# Water Fountain out of landscaping blocks ??



## Mono (Jun 30, 2009)

I am wanting to build a water fountain using normal landscaping blocks. I am using a pond liner for water retension. The circle will be inside the liner. I was wondering how I would make sure that the wall will not fall forward during the winter fron the ground freezing because the fountain would be empty of water. I was going to glue the blocks together instead of using mortar like a normal brick layer would. Does anyone out there have any ideas or thoughts? Please feel free to give me any advice you have.
Thank You,
Brian


----------



## DangerMouse (Jul 17, 2008)

hi and welcome to the forum! 
sorry, but i don't seem to follow the concern about falling in the winter. 
do you mean building this above ground or using the blocks at ground level? can you draw up a quick sketch and post it?

DM


----------



## Mono (Jun 30, 2009)

DangerMouse said:


> hi and welcome to the forum!
> sorry, but i don't seem to follow the concern about falling in the winter.
> do you mean building this above ground or using the blocks at ground level? can you draw up a quick sketch and post it?
> 
> DM


No I am building this under ground and the top will end up at ground level with a cap around the whole circle. It will be roughly 1ft deep so 3 layers of 4" tall block and then a 2" cap on top of that. Does that help explain?
Thanks,
Brian


----------



## DangerMouse (Jul 17, 2008)

yup, now i stand under you... if you use blocks like this, their shape will prevent any falling in, and as long as the liner keeps them dry, they use glue on retaining wall blocks all the time.

DM


----------



## Mono (Jun 30, 2009)

The blocks will be in the water with the normal pretty side facing inward towards the center of the fountain. The liner will go under them and behind them so that the liner will be hidden.
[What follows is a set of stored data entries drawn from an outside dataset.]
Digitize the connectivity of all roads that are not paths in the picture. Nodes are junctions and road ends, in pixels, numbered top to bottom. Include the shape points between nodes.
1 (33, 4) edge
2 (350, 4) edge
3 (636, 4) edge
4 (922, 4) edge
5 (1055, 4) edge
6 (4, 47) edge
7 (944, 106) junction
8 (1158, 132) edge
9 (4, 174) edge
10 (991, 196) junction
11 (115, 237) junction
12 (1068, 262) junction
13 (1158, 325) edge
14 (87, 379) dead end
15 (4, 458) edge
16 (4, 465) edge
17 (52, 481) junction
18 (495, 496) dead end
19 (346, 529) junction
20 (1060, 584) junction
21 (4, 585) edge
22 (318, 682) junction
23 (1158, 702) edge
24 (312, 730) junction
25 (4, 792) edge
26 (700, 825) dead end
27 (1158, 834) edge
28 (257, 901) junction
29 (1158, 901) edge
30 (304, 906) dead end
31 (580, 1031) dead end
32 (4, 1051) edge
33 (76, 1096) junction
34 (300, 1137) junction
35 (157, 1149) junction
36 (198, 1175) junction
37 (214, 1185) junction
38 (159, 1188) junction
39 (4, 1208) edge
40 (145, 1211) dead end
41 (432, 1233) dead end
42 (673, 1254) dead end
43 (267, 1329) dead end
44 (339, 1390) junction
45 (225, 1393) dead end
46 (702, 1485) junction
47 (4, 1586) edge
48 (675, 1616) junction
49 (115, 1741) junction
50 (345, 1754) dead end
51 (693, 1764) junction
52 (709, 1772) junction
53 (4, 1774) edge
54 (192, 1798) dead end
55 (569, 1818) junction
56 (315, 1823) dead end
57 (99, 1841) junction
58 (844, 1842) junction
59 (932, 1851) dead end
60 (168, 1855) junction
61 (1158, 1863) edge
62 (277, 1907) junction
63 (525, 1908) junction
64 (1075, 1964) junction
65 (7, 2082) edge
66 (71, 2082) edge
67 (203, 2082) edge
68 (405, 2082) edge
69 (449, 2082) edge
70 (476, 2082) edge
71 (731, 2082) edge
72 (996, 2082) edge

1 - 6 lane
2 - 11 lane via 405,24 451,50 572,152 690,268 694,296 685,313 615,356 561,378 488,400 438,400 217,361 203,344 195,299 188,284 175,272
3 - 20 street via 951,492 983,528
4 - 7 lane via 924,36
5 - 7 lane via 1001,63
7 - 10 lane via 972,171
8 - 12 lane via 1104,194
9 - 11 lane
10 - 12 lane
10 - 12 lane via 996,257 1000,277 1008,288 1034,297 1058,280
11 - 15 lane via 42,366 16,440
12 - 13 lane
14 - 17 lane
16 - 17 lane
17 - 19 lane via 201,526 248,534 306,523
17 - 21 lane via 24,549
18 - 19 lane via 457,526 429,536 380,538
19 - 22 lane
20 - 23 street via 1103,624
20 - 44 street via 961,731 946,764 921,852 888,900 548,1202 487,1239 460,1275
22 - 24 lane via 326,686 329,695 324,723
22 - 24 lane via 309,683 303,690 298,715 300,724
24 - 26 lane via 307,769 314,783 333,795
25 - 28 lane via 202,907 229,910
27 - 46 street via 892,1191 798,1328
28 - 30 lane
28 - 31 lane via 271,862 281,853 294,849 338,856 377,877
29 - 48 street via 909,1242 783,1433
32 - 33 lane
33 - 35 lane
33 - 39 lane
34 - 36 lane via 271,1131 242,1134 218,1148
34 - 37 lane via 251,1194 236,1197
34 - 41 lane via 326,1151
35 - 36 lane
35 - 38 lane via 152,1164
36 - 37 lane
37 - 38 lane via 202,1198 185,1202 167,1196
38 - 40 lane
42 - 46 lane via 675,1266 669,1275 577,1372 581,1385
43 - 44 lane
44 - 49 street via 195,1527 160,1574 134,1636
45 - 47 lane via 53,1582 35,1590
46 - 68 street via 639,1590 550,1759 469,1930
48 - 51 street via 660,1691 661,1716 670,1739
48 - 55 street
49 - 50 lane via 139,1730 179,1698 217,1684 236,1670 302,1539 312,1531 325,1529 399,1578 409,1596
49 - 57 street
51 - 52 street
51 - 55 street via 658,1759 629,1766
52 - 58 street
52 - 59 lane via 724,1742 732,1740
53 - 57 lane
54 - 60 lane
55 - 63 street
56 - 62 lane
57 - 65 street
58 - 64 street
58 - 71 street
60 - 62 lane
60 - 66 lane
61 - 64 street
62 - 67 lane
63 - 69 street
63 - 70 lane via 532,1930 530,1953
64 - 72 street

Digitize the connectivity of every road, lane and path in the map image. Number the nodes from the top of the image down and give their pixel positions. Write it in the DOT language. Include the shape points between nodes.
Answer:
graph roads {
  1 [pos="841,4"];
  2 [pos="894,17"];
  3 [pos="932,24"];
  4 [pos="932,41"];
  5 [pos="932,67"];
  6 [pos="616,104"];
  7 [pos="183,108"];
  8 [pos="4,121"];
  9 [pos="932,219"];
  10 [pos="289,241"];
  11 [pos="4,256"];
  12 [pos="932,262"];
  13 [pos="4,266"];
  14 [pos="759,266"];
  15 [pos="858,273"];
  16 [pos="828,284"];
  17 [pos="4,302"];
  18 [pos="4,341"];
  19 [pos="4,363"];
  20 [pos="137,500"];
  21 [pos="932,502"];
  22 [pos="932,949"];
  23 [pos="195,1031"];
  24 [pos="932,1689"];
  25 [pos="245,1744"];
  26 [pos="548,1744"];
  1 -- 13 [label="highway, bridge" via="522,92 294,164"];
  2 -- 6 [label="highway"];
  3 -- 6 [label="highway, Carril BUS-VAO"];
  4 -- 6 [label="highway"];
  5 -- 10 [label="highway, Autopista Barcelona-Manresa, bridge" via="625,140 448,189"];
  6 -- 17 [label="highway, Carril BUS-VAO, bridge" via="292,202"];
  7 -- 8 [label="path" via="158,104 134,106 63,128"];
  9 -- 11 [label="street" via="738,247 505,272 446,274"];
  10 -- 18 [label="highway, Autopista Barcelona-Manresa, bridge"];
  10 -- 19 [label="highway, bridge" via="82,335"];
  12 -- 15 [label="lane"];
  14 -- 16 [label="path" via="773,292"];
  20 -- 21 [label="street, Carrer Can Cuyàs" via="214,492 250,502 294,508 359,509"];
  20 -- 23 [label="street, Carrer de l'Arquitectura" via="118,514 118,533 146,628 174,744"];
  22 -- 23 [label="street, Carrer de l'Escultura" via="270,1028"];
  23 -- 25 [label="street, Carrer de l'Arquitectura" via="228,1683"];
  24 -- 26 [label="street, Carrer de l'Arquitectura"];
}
Does that help???


----------



## DangerMouse (Jul 17, 2008)

yup, i'd go ahead and just stack the blocks, no glue. if they shift at all, which i don't think they will, you can just push them back. but i'd make some sort of cover, even just ground contact plywood, for the winter so snow doesn't pool and freeze in it. that could crack your blocks.
so then...you want the blocks to be viewable in the water? any fish planned too?

DM


----------



## DangerMouse (Jul 17, 2008)

"Is this site part of the DYI Network?"

no, the _D_o _Y_ourself _I -n network is based at pleasedontpullthetrigger.org 
i think here, we're all part of some sort of diy network though.... uhyup
Po)

DM


----------



## Mono (Jun 30, 2009)

Thank's for input. No I dont plan on any fish. Way too many stray cats and wildlife that would want to get them for food !!!! LOL Just trying to dress up the yard a little. Mostly flowers and a Sunset colored decorative stone surrounding the water. Maybe some lighting if and when i can get to that part. I am leveling the dirt today. I picked a VERY BAD Spot to dig this fountain by hand. LOTS & LOTS of tree roots and those BIG Greeb shrub roots throught the area. Thank God for hatchet's and tomahawks. LOL

Take Care & Good Luck to you,
Happy 4th of July to you also !!!! **********


----------



## Scuba_Dave (Jan 16, 2009)

I don't get the poll ??? :huh:

It's a different web-site then DIYnetwork


----------